• Given records:
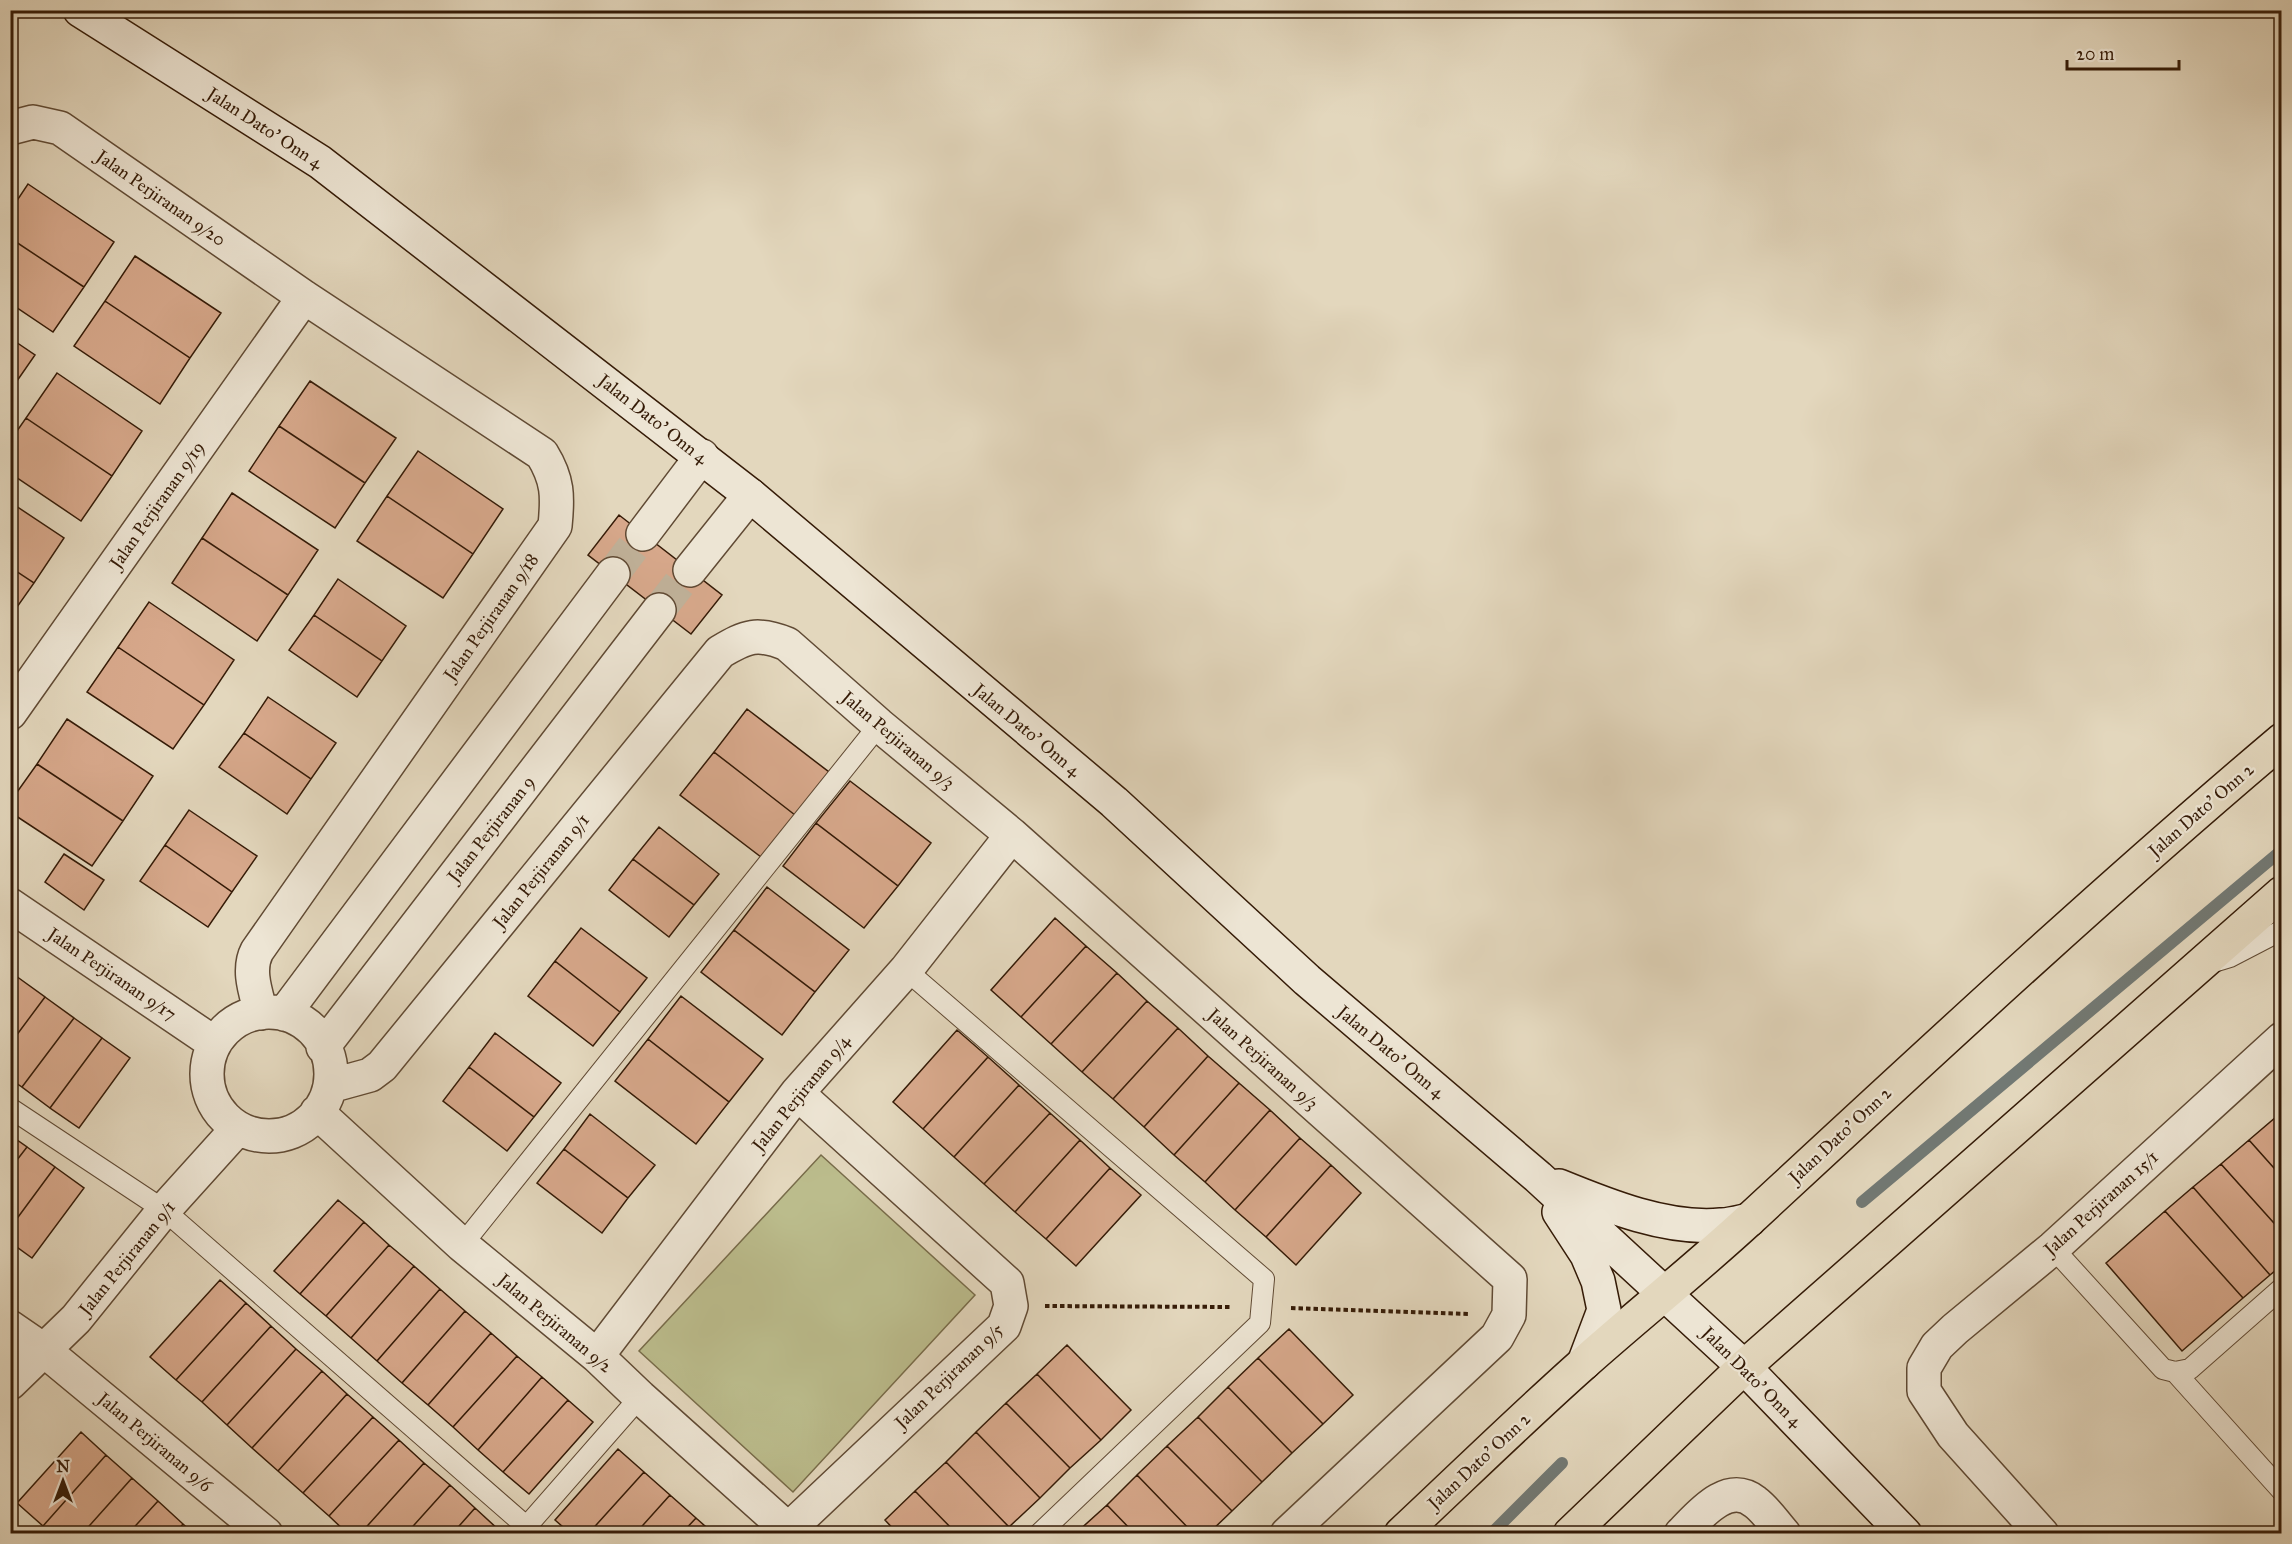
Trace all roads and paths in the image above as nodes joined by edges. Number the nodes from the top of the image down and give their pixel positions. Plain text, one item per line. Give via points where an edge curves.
1 (80, 10) edge
2 (10, 128) edge
3 (304, 297) junction
4 (702, 456) junction
5 (750, 495) junction
6 (644, 534) tunnel mouth
7 (690, 570) tunnel mouth
8 (613, 574) tunnel mouth
9 (659, 610) tunnel mouth
10 (742, 639) joint
11 (10, 713) edge
12 (879, 725) junction
13 (2282, 740) edge
14 (1012, 836) junction
15 (2282, 893) edge
16 (10, 905) edge
17 (2282, 930) edge
18 (2196, 968) junction
19 (906, 970) junction
20 (273, 1014) junction
21 (2282, 1039) edge
22 (214, 1043) junction
23 (323, 1047) junction
24 (797, 1093) junction
25 (324, 1099) junction
26 (10, 1108) edge
27 (238, 1128) junction
28 (1538, 1177) junction
29 (164, 1210) junction
30 (1749, 1220) junction
31 (462, 1245) junction
32 (2053, 1248) junction
33 (2282, 1288) edge
34 (1666, 1294) junction
35 (1011, 1306) junction
36 (1261, 1308) junction
37 (1509, 1315) junction
38 (10, 1327) edge
39 (45, 1351) junction
40 (597, 1356) junction
41 (1584, 1363) junction
42 (1744, 1367) junction
43 (2175, 1372) junction
44 (10, 1383) edge
45 (640, 1397) junction
46 (2282, 1491) edge
47 (527, 1531) edge
48 (791, 1532) edge
49 (266, 1533) edge
50 (1039, 1533) edge
51 (1287, 1533) edge
52 (1401, 1533) edge
53 (1570, 1533) edge
54 (1681, 1533) edge
55 (1784, 1533) edge
56 (1905, 1533) edge
57 (2042, 1533) edge

1 - 4 street, Jalan Dato' Onn 4 via 320,162
2 - 3 street, Jalan Perjiranan 9/20 via 33,122 60,128
3 - 11 street, Jalan Perjiranan 9/19
3 - 20 street, Jalan Perjiranan 9/18 via 542,454 552,471 557,504 555,526 257,951 253,980
4 - 5 street, Jalan Dato' Onn 4
4 - 6 street
5 - 7 street
5 - 28 street, Jalan Dato' Onn 4 via 1113,802 1307,980
8 - 20 street
9 - 23 street, Jalan Perjiranan 9
10 - 12 street, Jalan Perjiranan 9/3 via 768,637 787,644
10 - 25 street, Jalan Perjiranan 9/1 via 720,652 382,1066
12 - 14 street, Jalan Perjiranan 9/3
12 - 31 lane
13 - 30 main road, Jalan Dato' Onn 2 via 1900,1078
14 - 19 street, Jalan Perjiranan 9/4
14 - 37 street, Jalan Perjiranan 9/3 via 1510,1279
15 - 18 main road
16 - 22 street, Jalan Perjiranan 9/17
17 - 18 lane via 2230,957
18 - 42 main road
19 - 24 street, Jalan Perjiranan 9/4
19 - 36 lane via 1263,1279
20 - 22 street via 242,1018 226,1028
20 - 23 street via 300,1020 315,1032
21 - 32 street, Jalan Perjiranan 15/1
22 - 27 street via 207,1062 212,1100
23 - 25 street via 331,1067
24 - 35 street, Jalan Perjiranan 9/5 via 1007,1283
24 - 40 street, Jalan Perjiranan 9/4
25 - 27 street via 295,1130 276,1136
25 - 31 street, Jalan Perjiranan 9/2
26 - 29 lane
27 - 29 street, Jalan Perjiranan 9/1
28 - 30 street via 1588,1198 1661,1219 1698,1225
28 - 34 street, Jalan Dato' Onn 4
28 - 41 street via 1587,1255 1598,1281 1604,1310
29 - 39 street, Jalan Perjiranan 9/1 via 76,1319
29 - 47 lane
30 - 34 main road, Jalan Dato' Onn 2
31 - 40 street, Jalan Perjiranan 9/2
32 - 43 lane via 2163,1369
32 - 57 street, Jalan Perjiranan 15/1 via 1954,1329 1937,1346 1924,1368 1924,1391 1953,1435
33 - 43 lane via 2190,1369
34 - 41 main road, Jalan Dato' Onn 2
34 - 42 street, Jalan Dato' Onn 4
35 - 36 path
35 - 48 street, Jalan Perjiranan 9/5 via 1004,1326
36 - 37 path
36 - 50 lane via 1260,1323
37 - 51 street via 1497,1337
38 - 39 street, Jalan Perjiranan 9/6
39 - 44 street, Jalan Perjiranan 9/1
39 - 49 street, Jalan Perjiranan 9/6
40 - 45 street, Jalan Perjiranan 9/2
41 - 52 main road, Jalan Dato' Onn 2
42 - 53 main road
42 - 56 street, Jalan Dato' Onn 4
43 - 46 lane
45 - 47 lane
45 - 48 street, Jalan Perjiranan 9/2
54 - 55 street via 1717,1500 1737,1495 1754,1501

• Exercise instructions: Write out every record above exactly, leaving no picture in the result.

• Task response:
Trace all roads and paths in the image above as nodes joined by edges. Number the nodes from the top of the image down and give their pixel positions. Plain text, one item per line. Give via points where an edge curves.
1 (80, 10) edge
2 (10, 128) edge
3 (304, 297) junction
4 (702, 456) junction
5 (750, 495) junction
6 (644, 534) tunnel mouth
7 (690, 570) tunnel mouth
8 (613, 574) tunnel mouth
9 (659, 610) tunnel mouth
10 (742, 639) joint
11 (10, 713) edge
12 (879, 725) junction
13 (2282, 740) edge
14 (1012, 836) junction
15 (2282, 893) edge
16 (10, 905) edge
17 (2282, 930) edge
18 (2196, 968) junction
19 (906, 970) junction
20 (273, 1014) junction
21 (2282, 1039) edge
22 (214, 1043) junction
23 (323, 1047) junction
24 (797, 1093) junction
25 (324, 1099) junction
26 (10, 1108) edge
27 (238, 1128) junction
28 (1538, 1177) junction
29 (164, 1210) junction
30 (1749, 1220) junction
31 (462, 1245) junction
32 (2053, 1248) junction
33 (2282, 1288) edge
34 (1666, 1294) junction
35 (1011, 1306) junction
36 (1261, 1308) junction
37 (1509, 1315) junction
38 (10, 1327) edge
39 (45, 1351) junction
40 (597, 1356) junction
41 (1584, 1363) junction
42 (1744, 1367) junction
43 (2175, 1372) junction
44 (10, 1383) edge
45 (640, 1397) junction
46 (2282, 1491) edge
47 (527, 1531) edge
48 (791, 1532) edge
49 (266, 1533) edge
50 (1039, 1533) edge
51 (1287, 1533) edge
52 (1401, 1533) edge
53 (1570, 1533) edge
54 (1681, 1533) edge
55 (1784, 1533) edge
56 (1905, 1533) edge
57 (2042, 1533) edge

1 - 4 street, Jalan Dato' Onn 4 via 320,162
2 - 3 street, Jalan Perjiranan 9/20 via 33,122 60,128
3 - 11 street, Jalan Perjiranan 9/19
3 - 20 street, Jalan Perjiranan 9/18 via 542,454 552,471 557,504 555,526 257,951 253,980
4 - 5 street, Jalan Dato' Onn 4
4 - 6 street
5 - 7 street
5 - 28 street, Jalan Dato' Onn 4 via 1113,802 1307,980
8 - 20 street
9 - 23 street, Jalan Perjiranan 9
10 - 12 street, Jalan Perjiranan 9/3 via 768,637 787,644
10 - 25 street, Jalan Perjiranan 9/1 via 720,652 382,1066
12 - 14 street, Jalan Perjiranan 9/3
12 - 31 lane
13 - 30 main road, Jalan Dato' Onn 2 via 1900,1078
14 - 19 street, Jalan Perjiranan 9/4
14 - 37 street, Jalan Perjiranan 9/3 via 1510,1279
15 - 18 main road
16 - 22 street, Jalan Perjiranan 9/17
17 - 18 lane via 2230,957
18 - 42 main road
19 - 24 street, Jalan Perjiranan 9/4
19 - 36 lane via 1263,1279
20 - 22 street via 242,1018 226,1028
20 - 23 street via 300,1020 315,1032
21 - 32 street, Jalan Perjiranan 15/1
22 - 27 street via 207,1062 212,1100
23 - 25 street via 331,1067
24 - 35 street, Jalan Perjiranan 9/5 via 1007,1283
24 - 40 street, Jalan Perjiranan 9/4
25 - 27 street via 295,1130 276,1136
25 - 31 street, Jalan Perjiranan 9/2
26 - 29 lane
27 - 29 street, Jalan Perjiranan 9/1
28 - 30 street via 1588,1198 1661,1219 1698,1225
28 - 34 street, Jalan Dato' Onn 4
28 - 41 street via 1587,1255 1598,1281 1604,1310
29 - 39 street, Jalan Perjiranan 9/1 via 76,1319
29 - 47 lane
30 - 34 main road, Jalan Dato' Onn 2
31 - 40 street, Jalan Perjiranan 9/2
32 - 43 lane via 2163,1369
32 - 57 street, Jalan Perjiranan 15/1 via 1954,1329 1937,1346 1924,1368 1924,1391 1953,1435
33 - 43 lane via 2190,1369
34 - 41 main road, Jalan Dato' Onn 2
34 - 42 street, Jalan Dato' Onn 4
35 - 36 path
35 - 48 street, Jalan Perjiranan 9/5 via 1004,1326
36 - 37 path
36 - 50 lane via 1260,1323
37 - 51 street via 1497,1337
38 - 39 street, Jalan Perjiranan 9/6
39 - 44 street, Jalan Perjiranan 9/1
39 - 49 street, Jalan Perjiranan 9/6
40 - 45 street, Jalan Perjiranan 9/2
41 - 52 main road, Jalan Dato' Onn 2
42 - 53 main road
42 - 56 street, Jalan Dato' Onn 4
43 - 46 lane
45 - 47 lane
45 - 48 street, Jalan Perjiranan 9/2
54 - 55 street via 1717,1500 1737,1495 1754,1501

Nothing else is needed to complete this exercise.